Jewish Press of Tampa

Researching the living memories of Holocaust survivors

Ursala Szczepinska

Ursala Szczepinska

Ursala Szczepinska is a detective for survivors of the Holocaust.

In her role as director of research and education at Florida Holocaust Museum (FHM), she spends a lot of time with survivors searching for answers to their unanswered questions – usually revolving around what happened to their friends and family during the Holocaust. Her work for survivor Mary Wygodski was a little different. She found her true name

Szczepinska has worked for 18 years with the FHM and has been discovering and uncovering documents for Holocaust Survivors since she started working there.

Recently, she found documents for Mary Wygodski, a Holocaust survivor who lives in St. Petersburg. Wygodski had no documentation of her given name, and Szczepinska found those papers for her (see story on front page).

On finding Wygodski’s birth papers, Szczepinska said, “I have used birth registers before, so I knew what to look for – the big question was whether this particular register survived.”

Wygodski was born in the turbulent area of Vilnus that changed sovereignty several times, and hope that the documents still existed had been low. Szczepinska said it took her a few weeks to find the information on Wygodski’s birth name. The fact that the documents still existed surprised Szczepinska and shocked Wygodski and her family members. Szczepinska says she is working to figure out how the papers survived when so many other documents from the area have been lost.

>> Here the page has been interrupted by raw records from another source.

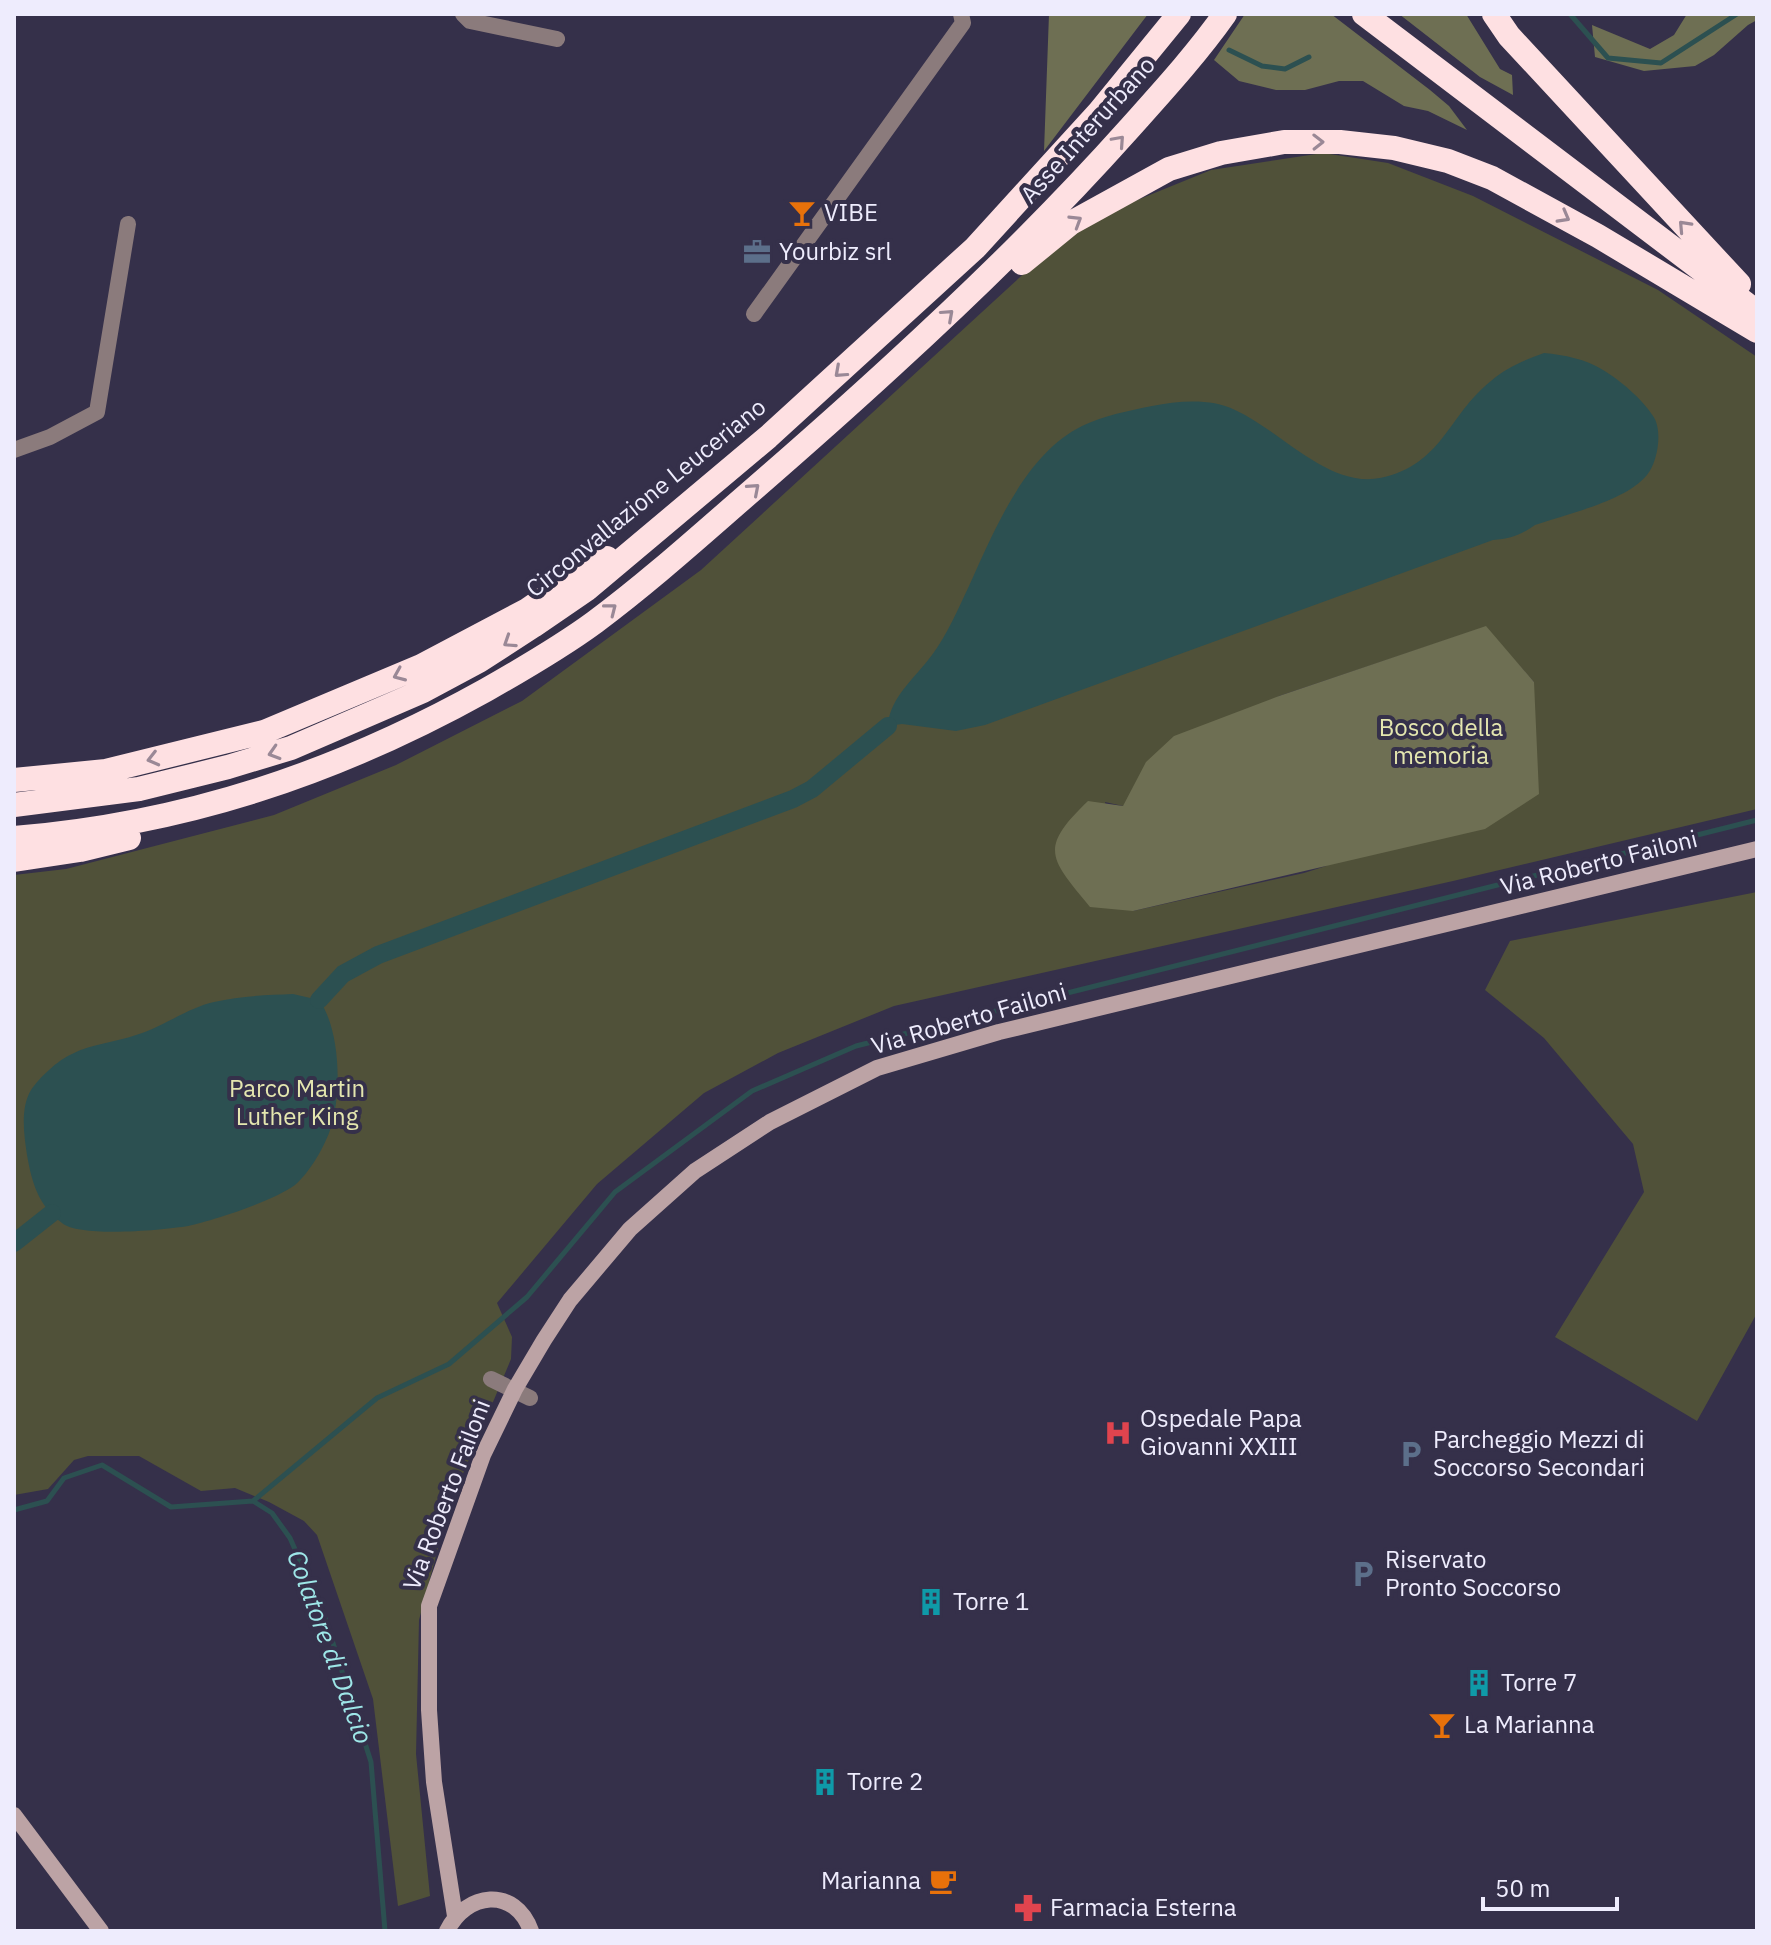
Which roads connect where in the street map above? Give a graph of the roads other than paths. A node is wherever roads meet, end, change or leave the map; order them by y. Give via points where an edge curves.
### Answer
1 (463, 14) edge
2 (961, 14) edge
3 (1179, 14) edge
4 (1225, 14) edge
5 (1364, 14) edge
6 (1494, 14) edge
7 (557, 39) dead end
8 (128, 224) dead end
9 (988, 279) junction
10 (1757, 303) edge
11 (1757, 312) edge
12 (754, 314) dead end
13 (1757, 331) edge
14 (14, 450) edge
15 (639, 546) junction
16 (299, 778) junction
17 (14, 780) edge
18 (14, 805) edge
19 (14, 838) edge
20 (1757, 849) edge
21 (14, 860) edge
22 (491, 1379) dead end
23 (515, 1389) junction
24 (530, 1398) dead end
25 (14, 1815) edge
26 (451, 1923) edge
27 (101, 1931) edge
28 (531, 1931) edge

1 - 7 street via 470,21
2 - 12 street via 963,23
3 -> 15 highway, Circonvallazione Leuceriano via 1099,112 975,248
9 -> 4 highway, Asse Interurbano via 1098,164
5 - 11 highway
10 -> 6 highway
8 - 14 street via 97,412
9 -> 13 highway via 1014,270 1071,223 1169,169 1284,142 1340,142 1394,148 1492,178
16 -> 9 highway via 453,708 593,624
15 -> 17 highway via 595,563 527,610 421,666 264,732 106,771
15 -> 18 highway, Circonvallazione Leuceriano via 587,589 479,661 291,748 139,789
16 - 19 highway via 188,811
16 - 21 highway via 253,807 80,850
20 - 23 street, Via Roberto Failoni via 999,1032 877,1068 770,1122 695,1171 630,1229 570,1300
22 - 23 street
23 - 24 street
23 - 26 street, Via Roberto Failoni via 483,1455 429,1606 429,1710
25 - 27 street
26 - 28 street, Via Roberto Failoni via 466,1906 495,1899 514,1906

Szczepinska’s search for documentation of people and communities that have been previously lost in the Holocaust is an involved process that spans many languages and databases.

“Each case is unique and requires specific steps. I search through available digitized collections that include documents from before, during, and after the Holocaust. Some of these collections are word indexed, some are not. Usually, for each case study, I review thousands of documents in different languages and look for a trace of information pertaining to the person whose experiences I’m investigating,” Szczepinska said. Szczepinska knows several languages, including Polish, which is the language she sifted through to find Mary Wygodski’s documents.

For Szczepinska, the work that she does is fulfilling and important. “A survivor’s memories are the only place people and communities that are lost [to the Holocaust] live,” she said.

Szczepinska says she is continuing research with other Holocaust survivors because, “retrieving identities of Holocaust victims is part of our museum’s mission.”